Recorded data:
Start of Block
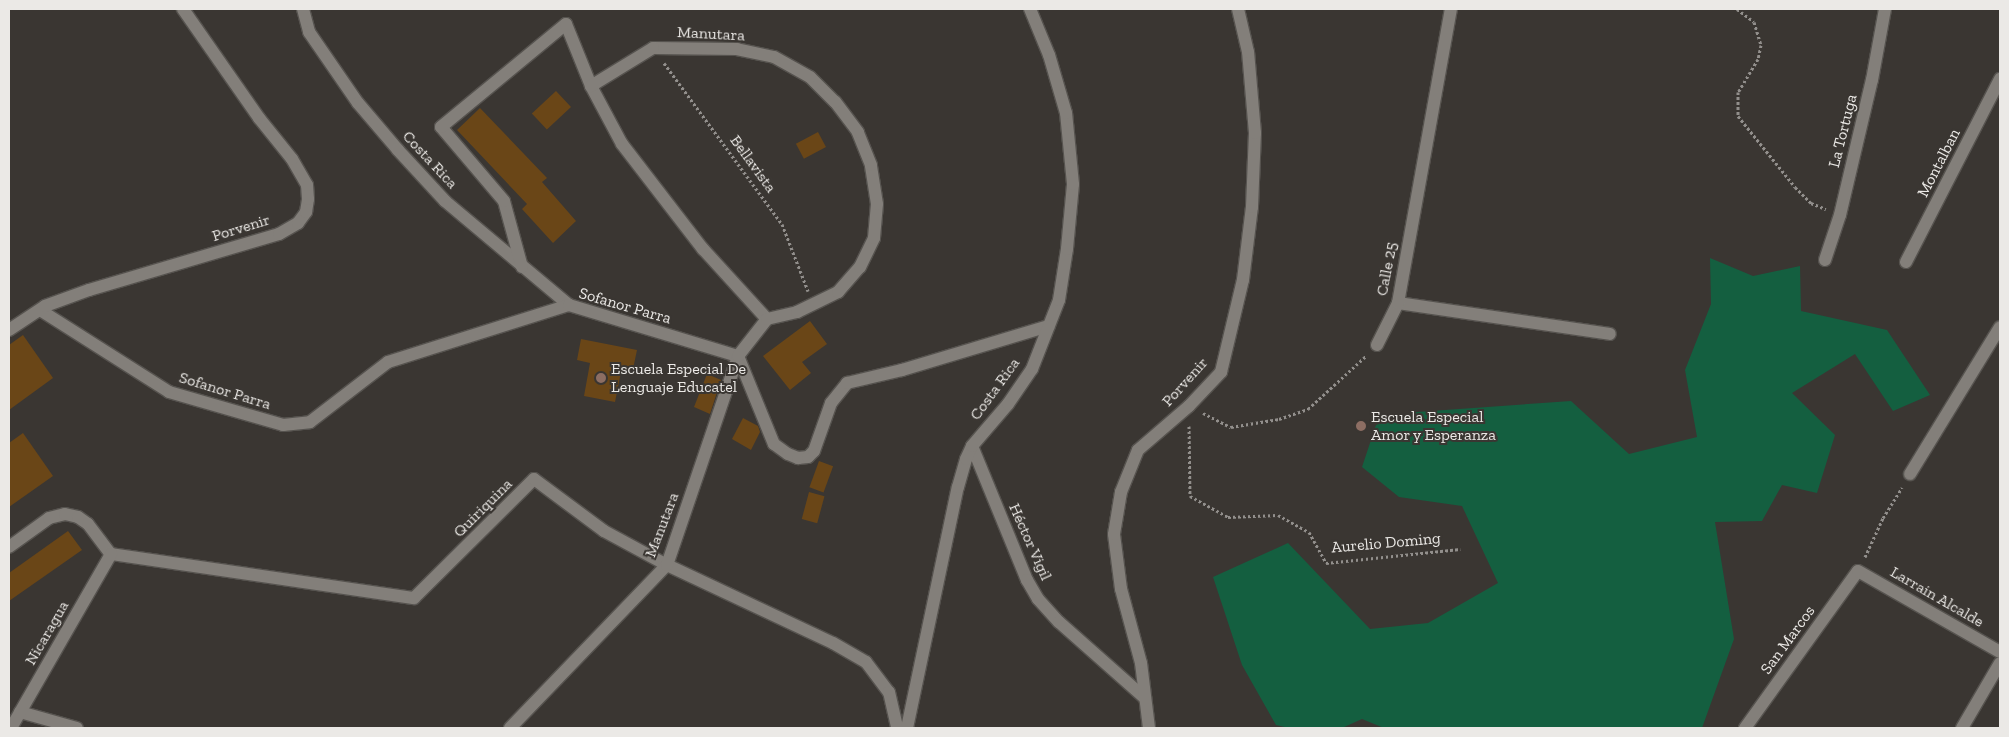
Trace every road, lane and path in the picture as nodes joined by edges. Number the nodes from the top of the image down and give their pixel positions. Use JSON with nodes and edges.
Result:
{"nodes":[{"id":1,"x":184,"y":9,"type":"edge"},
{"id":2,"x":303,"y":9,"type":"edge"},
{"id":3,"x":1030,"y":9,"type":"edge"},
{"id":4,"x":1238,"y":9,"type":"edge"},
{"id":5,"x":1451,"y":9,"type":"edge"},
{"id":6,"x":1737,"y":9,"type":"edge"},
{"id":7,"x":1885,"y":9,"type":"edge"},
{"id":8,"x":653,"y":48,"type":"junction"},
{"id":9,"x":2000,"y":79,"type":"edge"},
{"id":10,"x":591,"y":86,"type":"junction"},
{"id":11,"x":1840,"y":214,"type":"junction"},
{"id":12,"x":1825,"y":260,"type":"dead end"},
{"id":13,"x":1906,"y":262,"type":"dead end"},
{"id":14,"x":522,"y":267,"type":"junction"},
{"id":15,"x":1398,"y":303,"type":"junction"},
{"id":16,"x":569,"y":305,"type":"junction"},
{"id":17,"x":814,"y":306,"type":"junction"},
{"id":18,"x":40,"y":310,"type":"junction"},
{"id":19,"x":767,"y":319,"type":"junction"},
{"id":20,"x":1049,"y":326,"type":"junction"},
{"id":21,"x":2000,"y":327,"type":"edge"},
{"id":22,"x":9,"y":330,"type":"edge"},
{"id":23,"x":1610,"y":334,"type":"dead end"},
{"id":24,"x":1377,"y":345,"type":"joint"},
{"id":25,"x":738,"y":356,"type":"junction"},
{"id":26,"x":1189,"y":406,"type":"junction"},
{"id":27,"x":972,"y":446,"type":"junction"},
{"id":28,"x":1910,"y":474,"type":"joint"},
{"id":29,"x":9,"y":547,"type":"edge"},
{"id":30,"x":1460,"y":549,"type":"dead end"},
{"id":31,"x":111,"y":554,"type":"junction"},
{"id":32,"x":667,"y":565,"type":"junction"},
{"id":33,"x":1858,"y":571,"type":"junction"},
{"id":34,"x":2000,"y":652,"type":"edge"},
{"id":35,"x":2000,"y":663,"type":"edge"},
{"id":36,"x":1997,"y":678,"type":"edge"},
{"id":37,"x":1145,"y":698,"type":"junction"},
{"id":38,"x":20,"y":712,"type":"junction"},
{"id":39,"x":11,"y":728,"type":"edge"},
{"id":40,"x":77,"y":728,"type":"edge"},
{"id":41,"x":510,"y":728,"type":"edge"},
{"id":42,"x":897,"y":728,"type":"edge"},
{"id":43,"x":907,"y":728,"type":"edge"},
{"id":44,"x":1148,"y":728,"type":"edge"},
{"id":45,"x":1745,"y":728,"type":"edge"},
{"id":46,"x":1962,"y":728,"type":"edge"}],
"edges":[{"from":1,"to":18,"type":"street","name":"Porvenir"},
{"from":2,"to":14,"type":"street","name":"Costa Rica"},
{"from":3,"to":20,"type":"street","name":"Costa Rica"},
{"from":4,"to":26,"type":"street","name":"Porvenir"},
{"from":5,"to":15,"type":"street","name":"Calle 25"},
{"from":6,"to":11,"type":"path"},
{"from":7,"to":11,"type":"street","name":"La Tortuga"},
{"from":8,"to":10,"type":"street","name":"Manutara"},
{"from":8,"to":17,"type":"path","name":"Bellavista"},
{"from":8,"to":17,"type":"street","name":"Manutara"},
{"from":9,"to":13,"type":"street","name":"Montalban"},
{"from":10,"to":14,"type":"street"},
{"from":10,"to":19,"type":"street"},
{"from":11,"to":12,"type":"street","name":"La Tortuga"},
{"from":14,"to":16,"type":"street","name":"Costa Rica"},
{"from":15,"to":23,"type":"street"},
{"from":15,"to":24,"type":"street","name":"Calle 25"},
{"from":16,"to":18,"type":"street","name":"Sofanor Parra"},
{"from":16,"to":25,"type":"street","name":"Sofanor Parra"},
{"from":17,"to":19,"type":"street","name":"Manutara"},
{"from":18,"to":22,"type":"street","name":"Porvenir"},
{"from":19,"to":25,"type":"street","name":"Manutara"},
{"from":20,"to":25,"type":"street"},
{"from":20,"to":27,"type":"street","name":"Costa Rica"},
{"from":21,"to":28,"type":"street"},
{"from":24,"to":26,"type":"path"},
{"from":25,"to":32,"type":"street","name":"Manutara"},
{"from":26,"to":30,"type":"path","name":"Aurelio Doming"},
{"from":26,"to":37,"type":"street","name":"Porvenir"},
{"from":27,"to":37,"type":"street","name":"Héctor Vigil"},
{"from":27,"to":43,"type":"street","name":"Costa Rica"},
{"from":28,"to":33,"type":"path"},
{"from":29,"to":31,"type":"street"},
{"from":31,"to":32,"type":"street","name":"Quiriquina"},
{"from":31,"to":38,"type":"street","name":"Nicaragua"},
{"from":32,"to":41,"type":"street","name":"Manutara"},
{"from":32,"to":42,"type":"street","name":"Quiriquina"},
{"from":33,"to":34,"type":"street","name":"Larrain Alcalde"},
{"from":33,"to":45,"type":"street","name":"San Marcos"},
{"from":35,"to":36,"type":"street"},
{"from":36,"to":46,"type":"street"},
{"from":37,"to":44,"type":"street","name":"Porvenir"},
{"from":38,"to":39,"type":"street","name":"Nicaragua"},
{"from":38,"to":40,"type":"street"}]}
End of Block
• _WHAT IS NEEDED_: In the copy, keep every line of the data above exactly and drop each picture.

• _RESULT FOR THIS EXERCISE_:
Trace every road, lane and path in the picture as nodes joined by edges. Number the nodes from the top of the image down and give their pixel positions. Use JSON with nodes and edges.
Result:
{"nodes":[{"id":1,"x":184,"y":9,"type":"edge"},
{"id":2,"x":303,"y":9,"type":"edge"},
{"id":3,"x":1030,"y":9,"type":"edge"},
{"id":4,"x":1238,"y":9,"type":"edge"},
{"id":5,"x":1451,"y":9,"type":"edge"},
{"id":6,"x":1737,"y":9,"type":"edge"},
{"id":7,"x":1885,"y":9,"type":"edge"},
{"id":8,"x":653,"y":48,"type":"junction"},
{"id":9,"x":2000,"y":79,"type":"edge"},
{"id":10,"x":591,"y":86,"type":"junction"},
{"id":11,"x":1840,"y":214,"type":"junction"},
{"id":12,"x":1825,"y":260,"type":"dead end"},
{"id":13,"x":1906,"y":262,"type":"dead end"},
{"id":14,"x":522,"y":267,"type":"junction"},
{"id":15,"x":1398,"y":303,"type":"junction"},
{"id":16,"x":569,"y":305,"type":"junction"},
{"id":17,"x":814,"y":306,"type":"junction"},
{"id":18,"x":40,"y":310,"type":"junction"},
{"id":19,"x":767,"y":319,"type":"junction"},
{"id":20,"x":1049,"y":326,"type":"junction"},
{"id":21,"x":2000,"y":327,"type":"edge"},
{"id":22,"x":9,"y":330,"type":"edge"},
{"id":23,"x":1610,"y":334,"type":"dead end"},
{"id":24,"x":1377,"y":345,"type":"joint"},
{"id":25,"x":738,"y":356,"type":"junction"},
{"id":26,"x":1189,"y":406,"type":"junction"},
{"id":27,"x":972,"y":446,"type":"junction"},
{"id":28,"x":1910,"y":474,"type":"joint"},
{"id":29,"x":9,"y":547,"type":"edge"},
{"id":30,"x":1460,"y":549,"type":"dead end"},
{"id":31,"x":111,"y":554,"type":"junction"},
{"id":32,"x":667,"y":565,"type":"junction"},
{"id":33,"x":1858,"y":571,"type":"junction"},
{"id":34,"x":2000,"y":652,"type":"edge"},
{"id":35,"x":2000,"y":663,"type":"edge"},
{"id":36,"x":1997,"y":678,"type":"edge"},
{"id":37,"x":1145,"y":698,"type":"junction"},
{"id":38,"x":20,"y":712,"type":"junction"},
{"id":39,"x":11,"y":728,"type":"edge"},
{"id":40,"x":77,"y":728,"type":"edge"},
{"id":41,"x":510,"y":728,"type":"edge"},
{"id":42,"x":897,"y":728,"type":"edge"},
{"id":43,"x":907,"y":728,"type":"edge"},
{"id":44,"x":1148,"y":728,"type":"edge"},
{"id":45,"x":1745,"y":728,"type":"edge"},
{"id":46,"x":1962,"y":728,"type":"edge"}],
"edges":[{"from":1,"to":18,"type":"street","name":"Porvenir"},
{"from":2,"to":14,"type":"street","name":"Costa Rica"},
{"from":3,"to":20,"type":"street","name":"Costa Rica"},
{"from":4,"to":26,"type":"street","name":"Porvenir"},
{"from":5,"to":15,"type":"street","name":"Calle 25"},
{"from":6,"to":11,"type":"path"},
{"from":7,"to":11,"type":"street","name":"La Tortuga"},
{"from":8,"to":10,"type":"street","name":"Manutara"},
{"from":8,"to":17,"type":"path","name":"Bellavista"},
{"from":8,"to":17,"type":"street","name":"Manutara"},
{"from":9,"to":13,"type":"street","name":"Montalban"},
{"from":10,"to":14,"type":"street"},
{"from":10,"to":19,"type":"street"},
{"from":11,"to":12,"type":"street","name":"La Tortuga"},
{"from":14,"to":16,"type":"street","name":"Costa Rica"},
{"from":15,"to":23,"type":"street"},
{"from":15,"to":24,"type":"street","name":"Calle 25"},
{"from":16,"to":18,"type":"street","name":"Sofanor Parra"},
{"from":16,"to":25,"type":"street","name":"Sofanor Parra"},
{"from":17,"to":19,"type":"street","name":"Manutara"},
{"from":18,"to":22,"type":"street","name":"Porvenir"},
{"from":19,"to":25,"type":"street","name":"Manutara"},
{"from":20,"to":25,"type":"street"},
{"from":20,"to":27,"type":"street","name":"Costa Rica"},
{"from":21,"to":28,"type":"street"},
{"from":24,"to":26,"type":"path"},
{"from":25,"to":32,"type":"street","name":"Manutara"},
{"from":26,"to":30,"type":"path","name":"Aurelio Doming"},
{"from":26,"to":37,"type":"street","name":"Porvenir"},
{"from":27,"to":37,"type":"street","name":"Héctor Vigil"},
{"from":27,"to":43,"type":"street","name":"Costa Rica"},
{"from":28,"to":33,"type":"path"},
{"from":29,"to":31,"type":"street"},
{"from":31,"to":32,"type":"street","name":"Quiriquina"},
{"from":31,"to":38,"type":"street","name":"Nicaragua"},
{"from":32,"to":41,"type":"street","name":"Manutara"},
{"from":32,"to":42,"type":"street","name":"Quiriquina"},
{"from":33,"to":34,"type":"street","name":"Larrain Alcalde"},
{"from":33,"to":45,"type":"street","name":"San Marcos"},
{"from":35,"to":36,"type":"street"},
{"from":36,"to":46,"type":"street"},
{"from":37,"to":44,"type":"street","name":"Porvenir"},
{"from":38,"to":39,"type":"street","name":"Nicaragua"},
{"from":38,"to":40,"type":"street"}]}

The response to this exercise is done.